But with the advent of powerful home computers, even the humble amateur like myself can make a contribution.
Using my laptop and my knowledge of computer programming I accidentally uncovered errors in temperature data released by the Met Office that form part of the vital records used to show that the climate is changing. Although the errors don’t change the basic message of global warming, they do illustrate how open access to data means that many hands make light work of replicating and checking the work of professional scientists.
After e-mails and documents were taken from the Climatic Research Unit at the University of East Anglia late last year, the Met Office decided to release global thermometer readings stretching back to 1850 that they use to show the rise in land temperatures. These records hadn’t been freely available to the public before, although graphs drawn using them had.

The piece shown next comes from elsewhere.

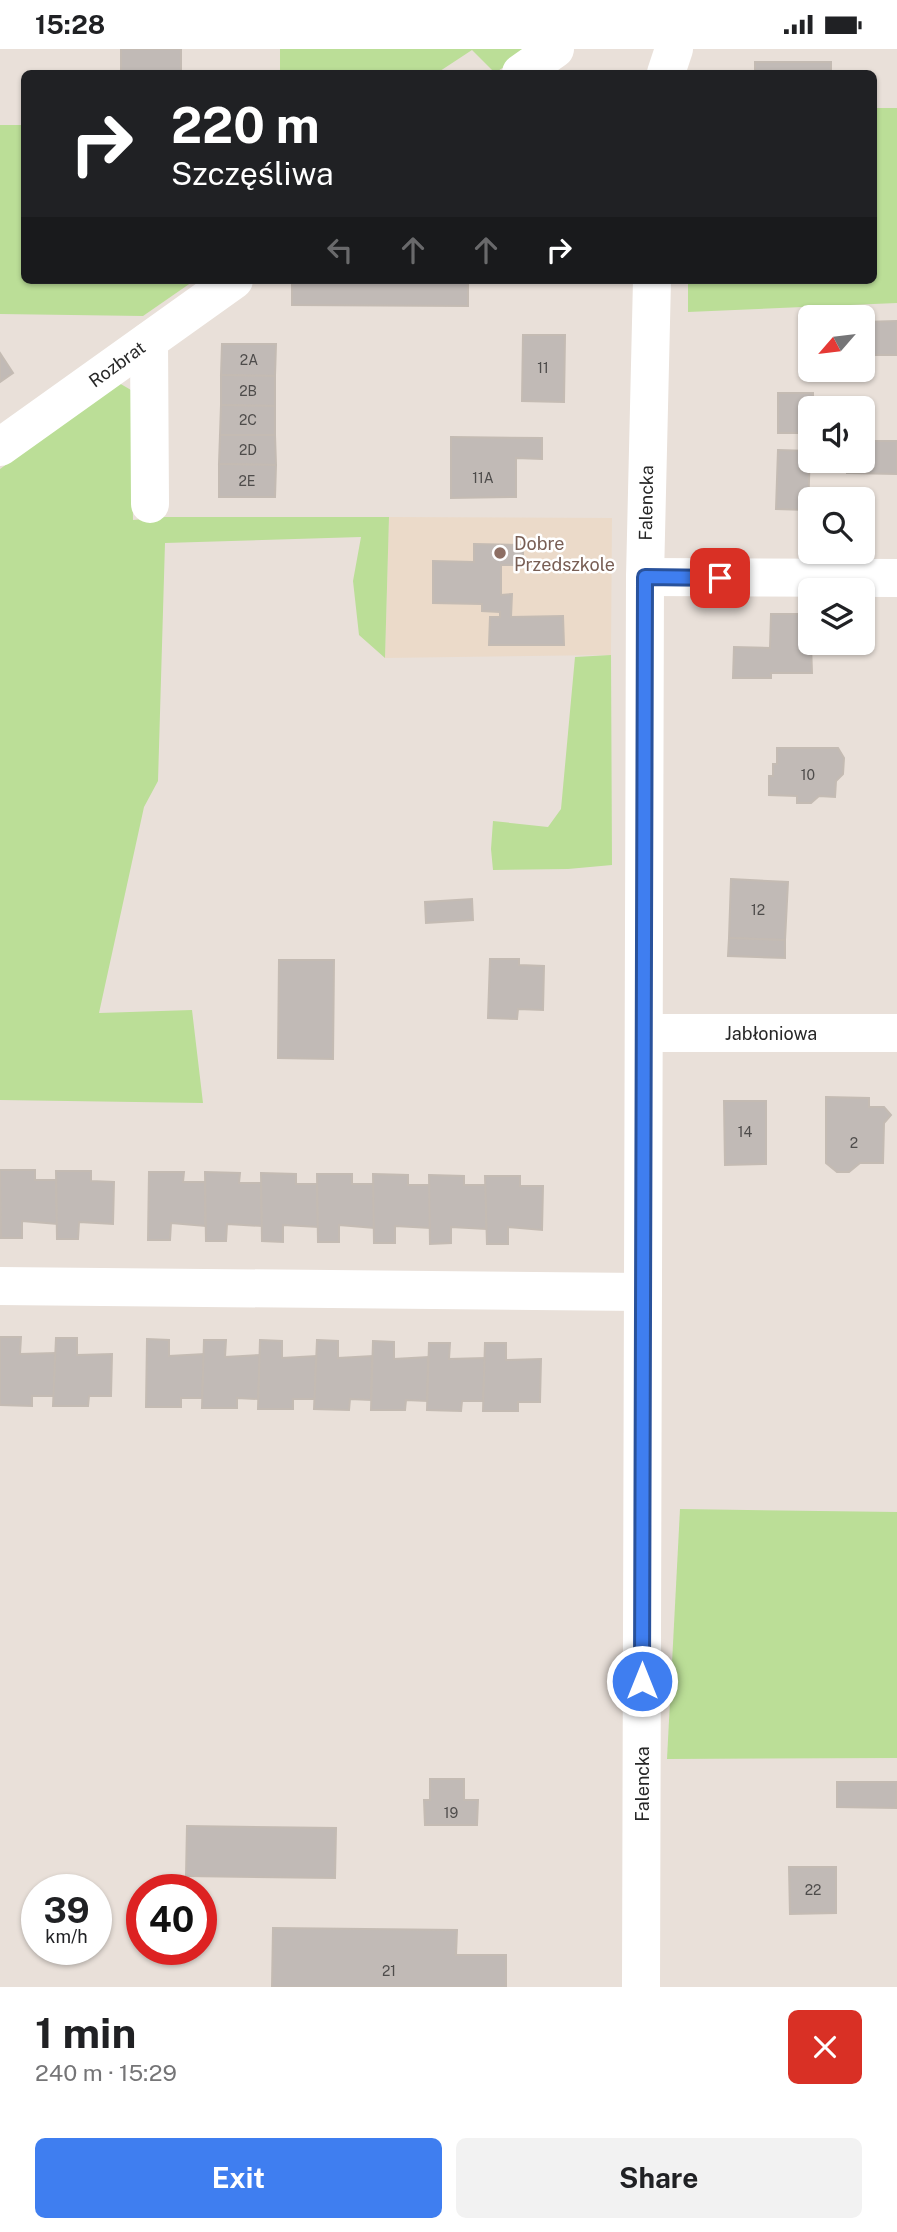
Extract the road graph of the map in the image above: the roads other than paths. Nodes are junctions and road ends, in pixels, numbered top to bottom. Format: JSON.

Apart from seeing Al Gore’s film An Inconvenient Truth I’d paid little attention to the science of global warming until the e-mail leaks from UEA last year.

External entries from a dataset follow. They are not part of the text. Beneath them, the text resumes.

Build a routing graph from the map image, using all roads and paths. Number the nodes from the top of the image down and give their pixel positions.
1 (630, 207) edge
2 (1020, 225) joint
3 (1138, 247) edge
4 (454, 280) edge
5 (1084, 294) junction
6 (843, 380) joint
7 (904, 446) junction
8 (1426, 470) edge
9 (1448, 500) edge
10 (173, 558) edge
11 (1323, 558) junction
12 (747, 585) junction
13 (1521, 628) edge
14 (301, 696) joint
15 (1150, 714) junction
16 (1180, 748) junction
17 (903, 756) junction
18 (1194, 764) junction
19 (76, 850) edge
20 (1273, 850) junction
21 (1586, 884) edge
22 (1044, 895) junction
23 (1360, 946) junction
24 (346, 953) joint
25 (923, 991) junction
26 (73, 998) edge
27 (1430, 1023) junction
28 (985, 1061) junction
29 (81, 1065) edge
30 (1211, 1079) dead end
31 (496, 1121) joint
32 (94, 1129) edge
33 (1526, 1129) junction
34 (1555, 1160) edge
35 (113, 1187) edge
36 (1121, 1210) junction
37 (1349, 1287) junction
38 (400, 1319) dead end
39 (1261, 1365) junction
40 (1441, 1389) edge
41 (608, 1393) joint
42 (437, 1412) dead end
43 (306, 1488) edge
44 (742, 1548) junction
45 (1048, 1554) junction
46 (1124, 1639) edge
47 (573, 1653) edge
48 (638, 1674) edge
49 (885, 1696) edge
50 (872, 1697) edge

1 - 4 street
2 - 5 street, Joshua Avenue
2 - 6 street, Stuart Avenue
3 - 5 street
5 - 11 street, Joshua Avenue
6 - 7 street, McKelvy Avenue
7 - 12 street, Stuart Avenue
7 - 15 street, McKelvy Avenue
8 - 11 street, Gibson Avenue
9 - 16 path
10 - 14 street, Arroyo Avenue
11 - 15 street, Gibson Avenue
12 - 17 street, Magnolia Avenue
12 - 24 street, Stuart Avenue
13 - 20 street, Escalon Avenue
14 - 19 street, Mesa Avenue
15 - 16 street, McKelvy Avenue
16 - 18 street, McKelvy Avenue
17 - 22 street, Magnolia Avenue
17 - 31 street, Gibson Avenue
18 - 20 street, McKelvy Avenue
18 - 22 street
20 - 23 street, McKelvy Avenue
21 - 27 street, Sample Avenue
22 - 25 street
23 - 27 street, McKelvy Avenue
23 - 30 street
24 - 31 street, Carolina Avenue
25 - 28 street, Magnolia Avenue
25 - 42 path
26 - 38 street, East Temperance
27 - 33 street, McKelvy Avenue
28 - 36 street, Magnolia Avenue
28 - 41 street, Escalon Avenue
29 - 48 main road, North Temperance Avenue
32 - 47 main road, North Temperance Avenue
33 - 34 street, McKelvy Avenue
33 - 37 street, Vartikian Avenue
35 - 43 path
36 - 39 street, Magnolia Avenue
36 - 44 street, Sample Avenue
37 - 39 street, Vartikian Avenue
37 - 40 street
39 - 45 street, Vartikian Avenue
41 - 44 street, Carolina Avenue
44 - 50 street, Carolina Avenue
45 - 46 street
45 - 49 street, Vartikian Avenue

I trusted the news stories about the work of the IPCC, but I thought it would be a fun hobby project to write a program to read the Met Office records on global temperature readings and draw the sort of graphs that show how it’s hotter now than ever before.
Since my training is in mathematics and computing I thought it best to write self-checking code: I’m unfamiliar with the science of climate change and so having my program perform internal checks for consistency was vital to making sure I didn’t make a mistake.
To my surprise the program complained about average temperatures in Australia and New Zealand. At first I assumed I’d made a mistake in the code and used a pocket calculator to double check the calculations.
The result was unequivocal: something was wrong with the average temperature data in Oceania. And I also stumbled upon other small errors in calculations.
About a week after I’d told the Met Office about these problems I received a response confirming that I was correct: a problem in the process of updating Met Office records had caused the wrong average temperatures to be reported. Last month the Met Office updated their public temperature records to include my corrections.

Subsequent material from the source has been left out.